Most non-writers, and many new writers, have no idea that finishing that manuscript and typing END is anything but the end. I know when I started writing, I couldn’t see beyond reaching that final scene. Of course, that first novel was a 300,000 word monstrosity that took me over two years to complete, but the principle is universal.
The first draft is not the final draft.
That truth is even more daunting when we consider how few wannabe writers actually reach the end of their first draft. Of those who do, many lack the determination to see the project to its full completion.
It’s easy to assume the tragic artiste pose and proclaim in an awful imitation of an accent from some European country, “This is my Art and the muse must be honored. The words were given to me like this for a reason.”
Not if you want to sell it and actually have someone read it.
This becomes the dividing line between those who like dabbling in writing as an enjoyable hobby and those who are serious about becoming a Writer as a career.
Some first drafts are pretty good, but pretty good isn’t enough. Every successful author I know recognizes they will need to make several editing passes through each novel before it’s ready. One of the reasons we’re encouraged to write what we love is because if we don’t LOVE our stories enough to work through them at least half a dozen times, we’re going to HATE them before the process is complete.

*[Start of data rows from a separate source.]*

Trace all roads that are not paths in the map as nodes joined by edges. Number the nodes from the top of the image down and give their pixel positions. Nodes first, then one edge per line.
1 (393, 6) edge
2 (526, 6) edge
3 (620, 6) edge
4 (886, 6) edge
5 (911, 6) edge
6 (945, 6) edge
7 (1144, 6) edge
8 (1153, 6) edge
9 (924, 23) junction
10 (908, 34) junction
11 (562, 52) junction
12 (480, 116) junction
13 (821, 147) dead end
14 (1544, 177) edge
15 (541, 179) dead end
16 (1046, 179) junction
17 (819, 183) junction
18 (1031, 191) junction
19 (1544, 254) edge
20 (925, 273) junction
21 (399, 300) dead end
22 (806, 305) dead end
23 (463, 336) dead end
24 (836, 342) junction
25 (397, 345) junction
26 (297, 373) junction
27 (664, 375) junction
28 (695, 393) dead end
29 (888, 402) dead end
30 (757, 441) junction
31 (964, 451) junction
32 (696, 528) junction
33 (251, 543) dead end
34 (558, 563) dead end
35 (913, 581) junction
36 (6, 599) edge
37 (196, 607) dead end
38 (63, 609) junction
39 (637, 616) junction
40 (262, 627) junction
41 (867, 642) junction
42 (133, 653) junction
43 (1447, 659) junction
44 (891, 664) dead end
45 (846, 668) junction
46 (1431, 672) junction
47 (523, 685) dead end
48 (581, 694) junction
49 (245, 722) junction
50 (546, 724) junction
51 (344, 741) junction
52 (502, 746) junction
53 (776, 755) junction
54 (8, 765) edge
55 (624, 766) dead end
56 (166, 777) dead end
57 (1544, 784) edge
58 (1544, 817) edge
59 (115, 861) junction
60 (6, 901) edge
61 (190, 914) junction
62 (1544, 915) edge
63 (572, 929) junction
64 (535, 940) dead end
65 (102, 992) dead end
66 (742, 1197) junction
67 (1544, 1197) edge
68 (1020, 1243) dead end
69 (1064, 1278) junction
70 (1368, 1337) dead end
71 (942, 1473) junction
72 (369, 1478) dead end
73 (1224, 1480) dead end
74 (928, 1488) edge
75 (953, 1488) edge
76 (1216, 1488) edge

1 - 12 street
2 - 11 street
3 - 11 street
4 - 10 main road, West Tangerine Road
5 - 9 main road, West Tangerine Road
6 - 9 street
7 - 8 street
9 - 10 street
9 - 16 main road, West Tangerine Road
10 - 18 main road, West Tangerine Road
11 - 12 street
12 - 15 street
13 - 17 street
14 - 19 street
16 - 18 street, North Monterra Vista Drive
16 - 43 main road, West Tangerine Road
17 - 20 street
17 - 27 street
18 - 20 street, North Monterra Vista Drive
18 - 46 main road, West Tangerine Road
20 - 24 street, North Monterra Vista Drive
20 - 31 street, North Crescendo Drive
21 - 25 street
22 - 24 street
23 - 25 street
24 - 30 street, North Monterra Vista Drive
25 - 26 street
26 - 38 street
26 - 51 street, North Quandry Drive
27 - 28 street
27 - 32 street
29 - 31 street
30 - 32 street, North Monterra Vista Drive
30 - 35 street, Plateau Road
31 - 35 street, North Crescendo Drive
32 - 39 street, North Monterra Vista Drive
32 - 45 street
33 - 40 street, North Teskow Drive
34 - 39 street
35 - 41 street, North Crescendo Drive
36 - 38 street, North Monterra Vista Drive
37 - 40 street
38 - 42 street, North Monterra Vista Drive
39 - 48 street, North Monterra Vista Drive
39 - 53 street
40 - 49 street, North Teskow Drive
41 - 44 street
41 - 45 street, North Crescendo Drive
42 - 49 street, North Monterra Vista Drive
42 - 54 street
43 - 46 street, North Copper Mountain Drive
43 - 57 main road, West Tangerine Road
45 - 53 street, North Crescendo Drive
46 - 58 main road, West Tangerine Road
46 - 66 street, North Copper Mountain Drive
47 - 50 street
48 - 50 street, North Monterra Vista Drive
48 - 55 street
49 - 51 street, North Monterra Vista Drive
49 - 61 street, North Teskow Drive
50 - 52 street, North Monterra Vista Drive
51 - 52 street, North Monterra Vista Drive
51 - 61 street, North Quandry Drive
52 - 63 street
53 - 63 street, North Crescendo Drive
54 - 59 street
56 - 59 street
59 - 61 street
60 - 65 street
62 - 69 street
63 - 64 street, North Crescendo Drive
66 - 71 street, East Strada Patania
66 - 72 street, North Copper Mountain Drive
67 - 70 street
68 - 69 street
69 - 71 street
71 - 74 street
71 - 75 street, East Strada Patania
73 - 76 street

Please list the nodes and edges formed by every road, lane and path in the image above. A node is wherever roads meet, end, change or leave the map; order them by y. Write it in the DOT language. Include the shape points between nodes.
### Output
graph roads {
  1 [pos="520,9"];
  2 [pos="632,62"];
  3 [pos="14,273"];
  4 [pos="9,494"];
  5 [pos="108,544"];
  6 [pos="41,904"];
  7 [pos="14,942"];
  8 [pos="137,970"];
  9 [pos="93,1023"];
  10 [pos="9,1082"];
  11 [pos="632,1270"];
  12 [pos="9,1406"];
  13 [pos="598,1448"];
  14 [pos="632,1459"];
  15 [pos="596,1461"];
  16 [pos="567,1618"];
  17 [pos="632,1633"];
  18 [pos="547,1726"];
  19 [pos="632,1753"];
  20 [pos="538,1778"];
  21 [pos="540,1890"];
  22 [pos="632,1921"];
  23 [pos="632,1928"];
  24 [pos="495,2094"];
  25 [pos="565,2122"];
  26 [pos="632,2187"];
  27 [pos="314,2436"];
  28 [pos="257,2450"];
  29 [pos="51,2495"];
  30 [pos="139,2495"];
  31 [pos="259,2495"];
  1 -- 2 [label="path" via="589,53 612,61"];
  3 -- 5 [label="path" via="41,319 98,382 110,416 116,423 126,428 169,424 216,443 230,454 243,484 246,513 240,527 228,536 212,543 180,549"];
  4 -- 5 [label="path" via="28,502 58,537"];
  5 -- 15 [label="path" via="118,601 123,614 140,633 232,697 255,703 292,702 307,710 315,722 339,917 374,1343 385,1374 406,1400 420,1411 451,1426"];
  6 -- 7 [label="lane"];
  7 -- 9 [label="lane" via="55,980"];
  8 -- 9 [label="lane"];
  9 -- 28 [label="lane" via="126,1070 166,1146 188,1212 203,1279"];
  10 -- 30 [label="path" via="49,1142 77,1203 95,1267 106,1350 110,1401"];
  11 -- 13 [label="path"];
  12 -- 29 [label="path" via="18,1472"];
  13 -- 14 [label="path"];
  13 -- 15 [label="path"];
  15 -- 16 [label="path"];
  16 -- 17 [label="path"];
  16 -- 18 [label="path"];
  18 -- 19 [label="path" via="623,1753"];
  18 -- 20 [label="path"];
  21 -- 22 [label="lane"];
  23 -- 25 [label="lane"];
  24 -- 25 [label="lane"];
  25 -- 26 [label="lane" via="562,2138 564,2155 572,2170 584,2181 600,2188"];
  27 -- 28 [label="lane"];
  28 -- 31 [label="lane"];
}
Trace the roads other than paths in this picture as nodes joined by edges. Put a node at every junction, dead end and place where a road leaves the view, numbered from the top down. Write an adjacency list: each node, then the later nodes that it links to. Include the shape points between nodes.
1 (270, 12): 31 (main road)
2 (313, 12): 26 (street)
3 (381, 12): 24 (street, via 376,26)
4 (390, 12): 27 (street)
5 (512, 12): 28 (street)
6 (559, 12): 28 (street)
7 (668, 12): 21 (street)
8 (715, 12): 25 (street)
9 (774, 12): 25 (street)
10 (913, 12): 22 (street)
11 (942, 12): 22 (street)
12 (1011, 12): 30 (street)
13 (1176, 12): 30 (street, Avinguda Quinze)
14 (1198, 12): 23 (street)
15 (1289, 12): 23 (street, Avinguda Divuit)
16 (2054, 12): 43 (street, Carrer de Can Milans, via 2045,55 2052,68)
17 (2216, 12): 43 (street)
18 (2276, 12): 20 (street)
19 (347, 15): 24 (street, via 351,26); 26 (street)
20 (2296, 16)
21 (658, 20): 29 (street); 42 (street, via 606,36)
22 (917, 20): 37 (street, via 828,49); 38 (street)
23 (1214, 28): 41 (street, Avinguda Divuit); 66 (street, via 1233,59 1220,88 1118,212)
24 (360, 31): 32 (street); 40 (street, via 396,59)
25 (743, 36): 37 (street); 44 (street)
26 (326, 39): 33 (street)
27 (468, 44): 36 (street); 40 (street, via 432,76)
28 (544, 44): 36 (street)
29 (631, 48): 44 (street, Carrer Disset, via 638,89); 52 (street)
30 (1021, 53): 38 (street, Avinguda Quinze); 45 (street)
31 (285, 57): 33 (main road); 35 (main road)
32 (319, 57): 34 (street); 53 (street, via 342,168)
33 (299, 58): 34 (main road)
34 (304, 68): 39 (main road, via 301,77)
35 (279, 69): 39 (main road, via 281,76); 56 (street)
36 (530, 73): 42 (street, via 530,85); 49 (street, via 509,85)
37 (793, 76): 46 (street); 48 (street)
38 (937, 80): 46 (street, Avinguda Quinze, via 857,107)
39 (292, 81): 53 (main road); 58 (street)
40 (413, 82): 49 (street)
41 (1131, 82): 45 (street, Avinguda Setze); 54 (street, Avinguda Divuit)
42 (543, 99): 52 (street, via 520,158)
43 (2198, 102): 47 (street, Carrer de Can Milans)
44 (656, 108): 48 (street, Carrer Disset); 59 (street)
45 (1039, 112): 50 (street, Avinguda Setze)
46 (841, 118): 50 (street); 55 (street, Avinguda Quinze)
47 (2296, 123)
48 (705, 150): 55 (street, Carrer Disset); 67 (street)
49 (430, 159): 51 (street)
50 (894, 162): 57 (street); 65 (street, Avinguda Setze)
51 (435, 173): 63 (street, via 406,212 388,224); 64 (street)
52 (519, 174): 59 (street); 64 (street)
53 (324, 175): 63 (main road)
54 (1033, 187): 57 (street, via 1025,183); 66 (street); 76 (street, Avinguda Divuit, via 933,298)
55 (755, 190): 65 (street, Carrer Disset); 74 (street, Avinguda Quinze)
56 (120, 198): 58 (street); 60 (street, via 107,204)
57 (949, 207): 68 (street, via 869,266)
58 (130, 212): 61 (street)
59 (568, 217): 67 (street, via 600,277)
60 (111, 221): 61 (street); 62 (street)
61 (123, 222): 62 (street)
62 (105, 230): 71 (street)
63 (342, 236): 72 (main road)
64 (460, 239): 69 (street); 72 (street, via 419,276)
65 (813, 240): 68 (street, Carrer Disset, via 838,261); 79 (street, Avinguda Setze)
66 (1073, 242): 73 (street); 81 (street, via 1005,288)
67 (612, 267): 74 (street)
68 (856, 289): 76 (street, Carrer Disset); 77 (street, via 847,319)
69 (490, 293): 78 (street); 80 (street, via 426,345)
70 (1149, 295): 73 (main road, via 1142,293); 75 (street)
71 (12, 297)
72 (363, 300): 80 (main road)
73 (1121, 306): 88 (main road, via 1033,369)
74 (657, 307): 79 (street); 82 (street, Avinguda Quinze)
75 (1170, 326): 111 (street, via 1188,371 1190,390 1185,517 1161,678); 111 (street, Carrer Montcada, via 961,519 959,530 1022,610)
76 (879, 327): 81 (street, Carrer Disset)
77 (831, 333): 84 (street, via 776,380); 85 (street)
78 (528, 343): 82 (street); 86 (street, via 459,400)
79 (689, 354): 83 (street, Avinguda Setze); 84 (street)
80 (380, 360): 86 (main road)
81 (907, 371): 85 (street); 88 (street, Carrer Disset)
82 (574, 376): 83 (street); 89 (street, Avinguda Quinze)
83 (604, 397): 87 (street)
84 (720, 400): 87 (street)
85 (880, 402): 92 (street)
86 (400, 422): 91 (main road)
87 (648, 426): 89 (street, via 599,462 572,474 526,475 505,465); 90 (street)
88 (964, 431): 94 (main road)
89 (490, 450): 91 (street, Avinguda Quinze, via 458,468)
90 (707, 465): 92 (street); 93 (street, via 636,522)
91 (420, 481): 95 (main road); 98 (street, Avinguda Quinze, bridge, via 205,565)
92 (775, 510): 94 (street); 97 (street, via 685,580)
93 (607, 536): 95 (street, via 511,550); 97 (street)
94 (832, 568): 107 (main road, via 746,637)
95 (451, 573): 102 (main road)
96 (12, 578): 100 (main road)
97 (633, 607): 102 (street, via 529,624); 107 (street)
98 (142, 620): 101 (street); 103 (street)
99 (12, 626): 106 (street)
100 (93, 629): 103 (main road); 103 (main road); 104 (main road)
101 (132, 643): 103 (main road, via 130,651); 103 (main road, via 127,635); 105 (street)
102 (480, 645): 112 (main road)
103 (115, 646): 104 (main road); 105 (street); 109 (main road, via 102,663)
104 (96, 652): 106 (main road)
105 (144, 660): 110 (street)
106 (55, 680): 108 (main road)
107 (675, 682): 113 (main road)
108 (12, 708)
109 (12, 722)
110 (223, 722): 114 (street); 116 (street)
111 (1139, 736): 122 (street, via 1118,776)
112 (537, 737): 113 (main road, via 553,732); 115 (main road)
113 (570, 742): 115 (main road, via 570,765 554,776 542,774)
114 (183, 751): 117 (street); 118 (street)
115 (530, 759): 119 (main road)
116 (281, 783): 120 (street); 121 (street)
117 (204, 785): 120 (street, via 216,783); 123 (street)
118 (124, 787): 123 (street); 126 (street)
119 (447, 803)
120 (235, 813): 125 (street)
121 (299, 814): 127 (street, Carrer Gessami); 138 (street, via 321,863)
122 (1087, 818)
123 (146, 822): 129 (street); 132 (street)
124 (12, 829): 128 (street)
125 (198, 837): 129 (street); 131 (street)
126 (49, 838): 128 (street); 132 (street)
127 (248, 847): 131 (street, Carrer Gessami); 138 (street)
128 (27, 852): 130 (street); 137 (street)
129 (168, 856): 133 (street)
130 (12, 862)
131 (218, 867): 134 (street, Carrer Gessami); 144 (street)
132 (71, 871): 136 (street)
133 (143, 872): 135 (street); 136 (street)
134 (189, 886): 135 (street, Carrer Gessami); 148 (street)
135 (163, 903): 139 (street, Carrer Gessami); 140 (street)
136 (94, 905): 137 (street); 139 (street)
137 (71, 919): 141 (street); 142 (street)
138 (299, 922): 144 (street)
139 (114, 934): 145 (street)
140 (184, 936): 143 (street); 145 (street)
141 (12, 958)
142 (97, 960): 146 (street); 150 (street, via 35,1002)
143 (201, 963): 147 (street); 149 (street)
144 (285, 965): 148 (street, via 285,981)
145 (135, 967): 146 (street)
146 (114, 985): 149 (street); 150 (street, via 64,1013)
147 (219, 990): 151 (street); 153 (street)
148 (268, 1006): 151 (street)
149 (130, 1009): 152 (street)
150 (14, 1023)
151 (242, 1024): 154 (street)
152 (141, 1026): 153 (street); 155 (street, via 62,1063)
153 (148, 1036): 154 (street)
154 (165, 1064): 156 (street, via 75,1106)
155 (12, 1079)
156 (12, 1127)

Many new authors don’t understand this and unfortunately in today’s ebook world, it’s all too easy to complete that first draft and throw the book right up on Amazon.
I for one have read some of those stories. After wading through the piles of novels that make me cringe when I look at the cover or read the first page, I’ve selected one that looked like it had real promise. Many times those ebooks turn out to be pretty decent, maybe have a great concept and tons of potential, but where the author wasn’t patient enough to really finish the work.
I find it tragic when I complete an ebook like that. When I think, “You know, that could have been a really good book. But it was only about 90% finished and needed more polishing.”
What a waste.
Not only of my time, but of the author’s time. They worked so hard bringing that novel to life, only to not put in the effort to get it that last 10%. It’s like Frankenstein stitching together the perfect monster only to not bother raising it up on the platform during the lightning storm. That last 10% is what infuses the story with it’s real life.
That’s one of my fears: that my novels won’t be ready.
I cringe when I think back to my first monstrous novel. With how little I knew about the industry, about editing, I was convinced it was a great work and totally ready to go. Had the ebook revolution already been underway, I probably would have self-published it.
I would have destroyed that story.
I’m glad I didn’t have that option and that the dozens of rejection letters finally clued me in that there was something missing. I’ve since thrown that novel away and rebuilt it from the ground up. The resulting story is ten times better and is one of the eight books I’m preparing for publication in my upcoming “Eight Books in Eight Months” publishing blitz.
Before I pull the trigger on those novels though, I’ve dedicated the time to rewrites, I’ve gathered honest feedback from beta readers, and I’ve worked with professional editors (including Joshua Essoe and Evan Braun) to make sure they’re really ready.
Even so, I still have to wonder, are they really?
This time I feel a lot more justified in saying, “Yes.”
I write and publish four or more novels a year, and my creative office doesn’t have either a computer or a desk. It also doesn’t have the distraction of a constantly ringing phone, an endless succession of emails that need to be responded to (or marked as spam), doorbells to be answered with the latest UPS package of cat food from amazon prime (and the related distraction of cats who want me to feed them that food), or employees or family members who lie by assuring me “this will only take a minute.”
I have so programmed myself to write this way that now I find it very frustrating to sit my butt in a chair and stare at a screen for hours on end. When I’m walking, I am inspired by the landscapes in my beautiful Colorado. It may not be a genuine alien world, but I can imagine that—and all without the constant real-world distractions that harass a writer cooped up in a home office.
The scenery itself is often inspirational, and when possible I try to be in a place that reminds me of what I’m writing. I’ve spent a lot of time in the Great Sand Dunes National Park in Colorado or Death Valley in California as I write my Dune novels with Brian Herbert; I’ve been in a snowstorm in the Sierra Nevada mountains while writing about Han Solo and Princess Leia on the polar icecap of a planet, and I spent time hiking around the Anasazi cliff ruins of Mesa Verde while writing about derelict alien cliff ruins in my Saga of Seven Suns.
But sometimes I extend the getaway into a camping trip, so that I can really move my working office onto a picnic table out in a beautiful National Forest site. That’s where I’m writing this, sitting at a table under a lodgepole pine tree at a perfect campsite next to a river 85 miles up the Cache la Poudre canyon in northern Colorado. An extra battery for the laptop, and no internet connection, a growler of my favorite microbrew beer: It’s the perfect office, alone in the forest (except for a moose visitor who just walked through the campground), away from it all where I can concentrate on being in the worlds inside my head. It’s like taking a vacation in an exotic place with my imaginary friends.